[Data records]
Start of Block

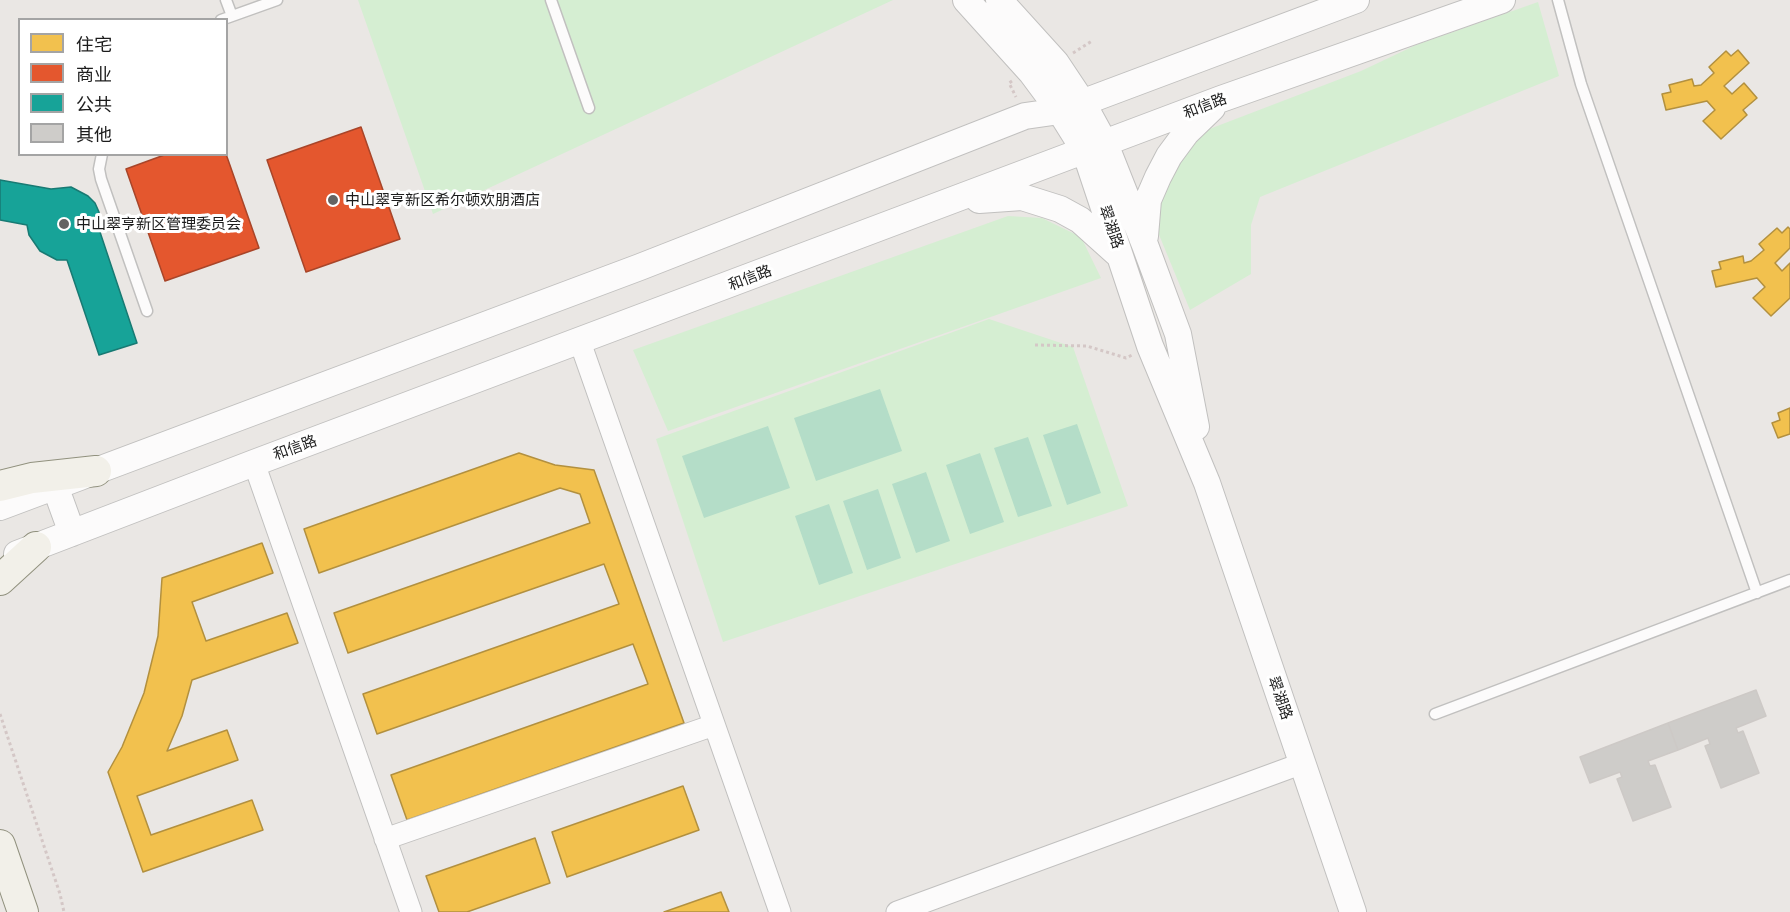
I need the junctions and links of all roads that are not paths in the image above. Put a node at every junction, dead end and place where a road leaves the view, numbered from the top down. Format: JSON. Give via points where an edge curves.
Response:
{"nodes":[{"id":1,"x":226,"y":0,"type":"edge"},
{"id":2,"x":277,"y":0,"type":"edge"},
{"id":3,"x":551,"y":0,"type":"edge"},
{"id":4,"x":966,"y":0,"type":"edge"},
{"id":5,"x":999,"y":0,"type":"edge"},
{"id":6,"x":1356,"y":0,"type":"edge"},
{"id":7,"x":1502,"y":0,"type":"edge"},
{"id":8,"x":1558,"y":0,"type":"edge"},
{"id":9,"x":226,"y":18,"type":"edge"},
{"id":10,"x":1221,"y":99,"type":"junction"},
{"id":11,"x":1071,"y":106,"type":"junction"},
{"id":12,"x":589,"y":108,"type":"dead end"},
{"id":13,"x":1095,"y":147,"type":"junction"},
{"id":14,"x":102,"y":156,"type":"edge"},
{"id":15,"x":952,"y":201,"type":"junction"},
{"id":16,"x":1145,"y":245,"type":"junction"},
{"id":17,"x":1120,"y":256,"type":"junction"},
{"id":18,"x":147,"y":311,"type":"dead end"},
{"id":19,"x":580,"y":342,"type":"junction"},
{"id":20,"x":254,"y":463,"type":"junction"},
{"id":21,"x":96,"y":471,"type":"junction"},
{"id":22,"x":1207,"y":483,"type":"junction"},
{"id":23,"x":0,"y":486,"type":"edge"},
{"id":24,"x":56,"y":486,"type":"junction"},
{"id":25,"x":0,"y":507,"type":"edge"},
{"id":26,"x":72,"y":533,"type":"junction"},
{"id":27,"x":36,"y":547,"type":"junction"},
{"id":28,"x":0,"y":560,"type":"edge"},
{"id":29,"x":0,"y":580,"type":"edge"},
{"id":30,"x":1790,"y":580,"type":"edge"},
{"id":31,"x":1757,"y":593,"type":"junction"},
{"id":32,"x":1435,"y":714,"type":"dead end"},
{"id":33,"x":714,"y":725,"type":"junction"},
{"id":34,"x":1303,"y":762,"type":"junction"},
{"id":35,"x":385,"y":839,"type":"junction"},
{"id":36,"x":0,"y":845,"type":"edge"},
{"id":37,"x":23,"y":912,"type":"edge"},
{"id":38,"x":411,"y":912,"type":"edge"},
{"id":39,"x":780,"y":912,"type":"edge"},
{"id":40,"x":897,"y":912,"type":"edge"},
{"id":41,"x":1353,"y":912,"type":"edge"}],
"edges":[{"from":1,"to":9,"type":"lane"},
{"from":2,"to":9,"type":"lane"},
{"from":3,"to":12,"type":"lane"},
{"from":4,"to":11,"type":"street","name":"翠湖路","via":[[1031,72]]},
{"from":5,"to":11,"type":"street","name":"翠湖路","via":[[1056,63]]},
{"from":6,"to":11,"type":"street"},
{"from":7,"to":10,"type":"street","name":"和信路"},
{"from":8,"to":31,"type":"lane","via":[[1581,84]]},
{"from":10,"to":13,"type":"street","name":"和信路"},
{"from":10,"to":16,"type":"street","via":[[1186,132],[1158,177],[1148,200]]},
{"from":11,"to":13,"type":"street","name":"翠湖路"},
{"from":11,"to":21,"type":"street","via":[[1025,116],[640,267]]},
{"from":13,"to":15,"type":"street","name":"和信路"},
{"from":13,"to":16,"type":"street","name":"翠湖路"},
{"from":13,"to":17,"type":"street","name":"翠湖路"},
{"from":14,"to":18,"type":"lane","via":[[101,179]]},
{"from":15,"to":17,"type":"street","via":[[1022,197],[1046,204],[1080,220]]},
{"from":15,"to":19,"type":"street","name":"和信路"},
{"from":16,"to":22,"type":"street","name":"翠湖路","via":[[1178,334]]},
{"from":17,"to":22,"type":"street","name":"翠湖路","via":[[1150,346]]},
{"from":19,"to":20,"type":"street","name":"和信路"},
{"from":19,"to":33,"type":"street"},
{"from":20,"to":26,"type":"street","name":"和信路"},
{"from":20,"to":35,"type":"street"},
{"from":21,"to":23,"type":"main road"},
{"from":21,"to":24,"type":"street"},
{"from":22,"to":34,"type":"street","name":"翠湖路"},
{"from":24,"to":25,"type":"street"},
{"from":24,"to":26,"type":"street"},
{"from":26,"to":27,"type":"street","name":"和信路"},
{"from":27,"to":28,"type":"street","name":"和信路"},
{"from":27,"to":29,"type":"main road"},
{"from":30,"to":31,"type":"lane"},
{"from":31,"to":32,"type":"lane"},
{"from":33,"to":35,"type":"street"},
{"from":33,"to":39,"type":"street"},
{"from":34,"to":40,"type":"street"},
{"from":34,"to":41,"type":"street","name":"翠湖路"},
{"from":35,"to":38,"type":"street"},
{"from":36,"to":37,"type":"main road"}]}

End of Block

Your task: Your task is to repeat the data above exactly while excluding the pictures.

Result for this task:
I need the junctions and links of all roads that are not paths in the image above. Put a node at every junction, dead end and place where a road leaves the view, numbered from the top down. Format: JSON. Give via points where an edge curves.
Response:
{"nodes":[{"id":1,"x":226,"y":0,"type":"edge"},
{"id":2,"x":277,"y":0,"type":"edge"},
{"id":3,"x":551,"y":0,"type":"edge"},
{"id":4,"x":966,"y":0,"type":"edge"},
{"id":5,"x":999,"y":0,"type":"edge"},
{"id":6,"x":1356,"y":0,"type":"edge"},
{"id":7,"x":1502,"y":0,"type":"edge"},
{"id":8,"x":1558,"y":0,"type":"edge"},
{"id":9,"x":226,"y":18,"type":"edge"},
{"id":10,"x":1221,"y":99,"type":"junction"},
{"id":11,"x":1071,"y":106,"type":"junction"},
{"id":12,"x":589,"y":108,"type":"dead end"},
{"id":13,"x":1095,"y":147,"type":"junction"},
{"id":14,"x":102,"y":156,"type":"edge"},
{"id":15,"x":952,"y":201,"type":"junction"},
{"id":16,"x":1145,"y":245,"type":"junction"},
{"id":17,"x":1120,"y":256,"type":"junction"},
{"id":18,"x":147,"y":311,"type":"dead end"},
{"id":19,"x":580,"y":342,"type":"junction"},
{"id":20,"x":254,"y":463,"type":"junction"},
{"id":21,"x":96,"y":471,"type":"junction"},
{"id":22,"x":1207,"y":483,"type":"junction"},
{"id":23,"x":0,"y":486,"type":"edge"},
{"id":24,"x":56,"y":486,"type":"junction"},
{"id":25,"x":0,"y":507,"type":"edge"},
{"id":26,"x":72,"y":533,"type":"junction"},
{"id":27,"x":36,"y":547,"type":"junction"},
{"id":28,"x":0,"y":560,"type":"edge"},
{"id":29,"x":0,"y":580,"type":"edge"},
{"id":30,"x":1790,"y":580,"type":"edge"},
{"id":31,"x":1757,"y":593,"type":"junction"},
{"id":32,"x":1435,"y":714,"type":"dead end"},
{"id":33,"x":714,"y":725,"type":"junction"},
{"id":34,"x":1303,"y":762,"type":"junction"},
{"id":35,"x":385,"y":839,"type":"junction"},
{"id":36,"x":0,"y":845,"type":"edge"},
{"id":37,"x":23,"y":912,"type":"edge"},
{"id":38,"x":411,"y":912,"type":"edge"},
{"id":39,"x":780,"y":912,"type":"edge"},
{"id":40,"x":897,"y":912,"type":"edge"},
{"id":41,"x":1353,"y":912,"type":"edge"}],
"edges":[{"from":1,"to":9,"type":"lane"},
{"from":2,"to":9,"type":"lane"},
{"from":3,"to":12,"type":"lane"},
{"from":4,"to":11,"type":"street","name":"翠湖路","via":[[1031,72]]},
{"from":5,"to":11,"type":"street","name":"翠湖路","via":[[1056,63]]},
{"from":6,"to":11,"type":"street"},
{"from":7,"to":10,"type":"street","name":"和信路"},
{"from":8,"to":31,"type":"lane","via":[[1581,84]]},
{"from":10,"to":13,"type":"street","name":"和信路"},
{"from":10,"to":16,"type":"street","via":[[1186,132],[1158,177],[1148,200]]},
{"from":11,"to":13,"type":"street","name":"翠湖路"},
{"from":11,"to":21,"type":"street","via":[[1025,116],[640,267]]},
{"from":13,"to":15,"type":"street","name":"和信路"},
{"from":13,"to":16,"type":"street","name":"翠湖路"},
{"from":13,"to":17,"type":"street","name":"翠湖路"},
{"from":14,"to":18,"type":"lane","via":[[101,179]]},
{"from":15,"to":17,"type":"street","via":[[1022,197],[1046,204],[1080,220]]},
{"from":15,"to":19,"type":"street","name":"和信路"},
{"from":16,"to":22,"type":"street","name":"翠湖路","via":[[1178,334]]},
{"from":17,"to":22,"type":"street","name":"翠湖路","via":[[1150,346]]},
{"from":19,"to":20,"type":"street","name":"和信路"},
{"from":19,"to":33,"type":"street"},
{"from":20,"to":26,"type":"street","name":"和信路"},
{"from":20,"to":35,"type":"street"},
{"from":21,"to":23,"type":"main road"},
{"from":21,"to":24,"type":"street"},
{"from":22,"to":34,"type":"street","name":"翠湖路"},
{"from":24,"to":25,"type":"street"},
{"from":24,"to":26,"type":"street"},
{"from":26,"to":27,"type":"street","name":"和信路"},
{"from":27,"to":28,"type":"street","name":"和信路"},
{"from":27,"to":29,"type":"main road"},
{"from":30,"to":31,"type":"lane"},
{"from":31,"to":32,"type":"lane"},
{"from":33,"to":35,"type":"street"},
{"from":33,"to":39,"type":"street"},
{"from":34,"to":40,"type":"street"},
{"from":34,"to":41,"type":"street","name":"翠湖路"},
{"from":35,"to":38,"type":"street"},
{"from":36,"to":37,"type":"main road"}]}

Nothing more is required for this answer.